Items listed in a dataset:
------

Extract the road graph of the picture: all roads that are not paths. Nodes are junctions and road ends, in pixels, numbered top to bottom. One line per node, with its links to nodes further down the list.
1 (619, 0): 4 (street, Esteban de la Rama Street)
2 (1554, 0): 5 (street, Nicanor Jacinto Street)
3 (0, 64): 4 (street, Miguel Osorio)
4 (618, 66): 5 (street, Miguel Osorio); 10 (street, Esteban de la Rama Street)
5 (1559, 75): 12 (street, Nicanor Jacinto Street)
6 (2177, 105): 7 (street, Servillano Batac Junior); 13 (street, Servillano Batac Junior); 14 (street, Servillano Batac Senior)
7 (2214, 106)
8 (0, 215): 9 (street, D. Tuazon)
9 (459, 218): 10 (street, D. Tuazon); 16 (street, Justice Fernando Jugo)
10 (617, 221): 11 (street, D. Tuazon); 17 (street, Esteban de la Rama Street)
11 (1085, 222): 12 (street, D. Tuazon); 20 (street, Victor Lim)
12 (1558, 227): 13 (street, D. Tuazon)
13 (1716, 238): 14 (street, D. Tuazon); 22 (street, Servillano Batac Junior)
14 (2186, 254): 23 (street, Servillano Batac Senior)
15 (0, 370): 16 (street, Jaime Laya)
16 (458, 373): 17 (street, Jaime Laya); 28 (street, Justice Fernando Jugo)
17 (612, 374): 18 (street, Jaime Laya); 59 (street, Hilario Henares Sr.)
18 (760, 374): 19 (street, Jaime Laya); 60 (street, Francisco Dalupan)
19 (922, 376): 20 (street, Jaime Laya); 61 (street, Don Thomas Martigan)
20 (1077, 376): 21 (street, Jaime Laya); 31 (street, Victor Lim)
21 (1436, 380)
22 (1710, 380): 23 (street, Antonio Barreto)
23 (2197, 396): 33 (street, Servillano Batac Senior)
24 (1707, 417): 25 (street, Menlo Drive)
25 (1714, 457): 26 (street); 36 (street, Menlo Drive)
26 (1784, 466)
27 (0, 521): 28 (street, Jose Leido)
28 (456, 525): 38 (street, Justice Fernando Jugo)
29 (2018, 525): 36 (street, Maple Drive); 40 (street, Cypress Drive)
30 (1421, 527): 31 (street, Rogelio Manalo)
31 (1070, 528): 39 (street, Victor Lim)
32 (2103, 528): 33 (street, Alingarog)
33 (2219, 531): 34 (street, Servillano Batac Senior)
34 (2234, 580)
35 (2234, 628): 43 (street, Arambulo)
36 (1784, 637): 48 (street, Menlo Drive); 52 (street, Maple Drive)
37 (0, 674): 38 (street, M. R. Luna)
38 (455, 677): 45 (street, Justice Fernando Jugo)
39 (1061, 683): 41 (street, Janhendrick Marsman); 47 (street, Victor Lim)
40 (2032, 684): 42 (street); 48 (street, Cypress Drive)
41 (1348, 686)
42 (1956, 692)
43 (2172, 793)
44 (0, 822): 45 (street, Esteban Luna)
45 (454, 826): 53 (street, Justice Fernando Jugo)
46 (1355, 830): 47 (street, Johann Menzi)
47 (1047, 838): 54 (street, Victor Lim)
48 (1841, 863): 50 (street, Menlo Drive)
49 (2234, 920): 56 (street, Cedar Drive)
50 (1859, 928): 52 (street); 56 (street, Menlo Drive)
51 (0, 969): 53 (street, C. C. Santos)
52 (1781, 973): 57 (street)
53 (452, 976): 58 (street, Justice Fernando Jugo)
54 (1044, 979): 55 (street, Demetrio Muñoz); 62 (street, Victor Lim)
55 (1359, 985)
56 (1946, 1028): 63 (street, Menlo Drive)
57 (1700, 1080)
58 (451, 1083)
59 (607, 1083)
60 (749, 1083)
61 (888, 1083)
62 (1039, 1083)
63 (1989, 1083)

------

Transcribe each entry word for word.

Extract the road graph of the picture: all roads that are not paths. Nodes are junctions and road ends, in pixels, numbered top to bottom. One line per node, with its links to nodes further down the list.
1 (619, 0): 4 (street, Esteban de la Rama Street)
2 (1554, 0): 5 (street, Nicanor Jacinto Street)
3 (0, 64): 4 (street, Miguel Osorio)
4 (618, 66): 5 (street, Miguel Osorio); 10 (street, Esteban de la Rama Street)
5 (1559, 75): 12 (street, Nicanor Jacinto Street)
6 (2177, 105): 7 (street, Servillano Batac Junior); 13 (street, Servillano Batac Junior); 14 (street, Servillano Batac Senior)
7 (2214, 106)
8 (0, 215): 9 (street, D. Tuazon)
9 (459, 218): 10 (street, D. Tuazon); 16 (street, Justice Fernando Jugo)
10 (617, 221): 11 (street, D. Tuazon); 17 (street, Esteban de la Rama Street)
11 (1085, 222): 12 (street, D. Tuazon); 20 (street, Victor Lim)
12 (1558, 227): 13 (street, D. Tuazon)
13 (1716, 238): 14 (street, D. Tuazon); 22 (street, Servillano Batac Junior)
14 (2186, 254): 23 (street, Servillano Batac Senior)
15 (0, 370): 16 (street, Jaime Laya)
16 (458, 373): 17 (street, Jaime Laya); 28 (street, Justice Fernando Jugo)
17 (612, 374): 18 (street, Jaime Laya); 59 (street, Hilario Henares Sr.)
18 (760, 374): 19 (street, Jaime Laya); 60 (street, Francisco Dalupan)
19 (922, 376): 20 (street, Jaime Laya); 61 (street, Don Thomas Martigan)
20 (1077, 376): 21 (street, Jaime Laya); 31 (street, Victor Lim)
21 (1436, 380)
22 (1710, 380): 23 (street, Antonio Barreto)
23 (2197, 396): 33 (street, Servillano Batac Senior)
24 (1707, 417): 25 (street, Menlo Drive)
25 (1714, 457): 26 (street); 36 (street, Menlo Drive)
26 (1784, 466)
27 (0, 521): 28 (street, Jose Leido)
28 (456, 525): 38 (street, Justice Fernando Jugo)
29 (2018, 525): 36 (street, Maple Drive); 40 (street, Cypress Drive)
30 (1421, 527): 31 (street, Rogelio Manalo)
31 (1070, 528): 39 (street, Victor Lim)
32 (2103, 528): 33 (street, Alingarog)
33 (2219, 531): 34 (street, Servillano Batac Senior)
34 (2234, 580)
35 (2234, 628): 43 (street, Arambulo)
36 (1784, 637): 48 (street, Menlo Drive); 52 (street, Maple Drive)
37 (0, 674): 38 (street, M. R. Luna)
38 (455, 677): 45 (street, Justice Fernando Jugo)
39 (1061, 683): 41 (street, Janhendrick Marsman); 47 (street, Victor Lim)
40 (2032, 684): 42 (street); 48 (street, Cypress Drive)
41 (1348, 686)
42 (1956, 692)
43 (2172, 793)
44 (0, 822): 45 (street, Esteban Luna)
45 (454, 826): 53 (street, Justice Fernando Jugo)
46 (1355, 830): 47 (street, Johann Menzi)
47 (1047, 838): 54 (street, Victor Lim)
48 (1841, 863): 50 (street, Menlo Drive)
49 (2234, 920): 56 (street, Cedar Drive)
50 (1859, 928): 52 (street); 56 (street, Menlo Drive)
51 (0, 969): 53 (street, C. C. Santos)
52 (1781, 973): 57 (street)
53 (452, 976): 58 (street, Justice Fernando Jugo)
54 (1044, 979): 55 (street, Demetrio Muñoz); 62 (street, Victor Lim)
55 (1359, 985)
56 (1946, 1028): 63 (street, Menlo Drive)
57 (1700, 1080)
58 (451, 1083)
59 (607, 1083)
60 (749, 1083)
61 (888, 1083)
62 (1039, 1083)
63 (1989, 1083)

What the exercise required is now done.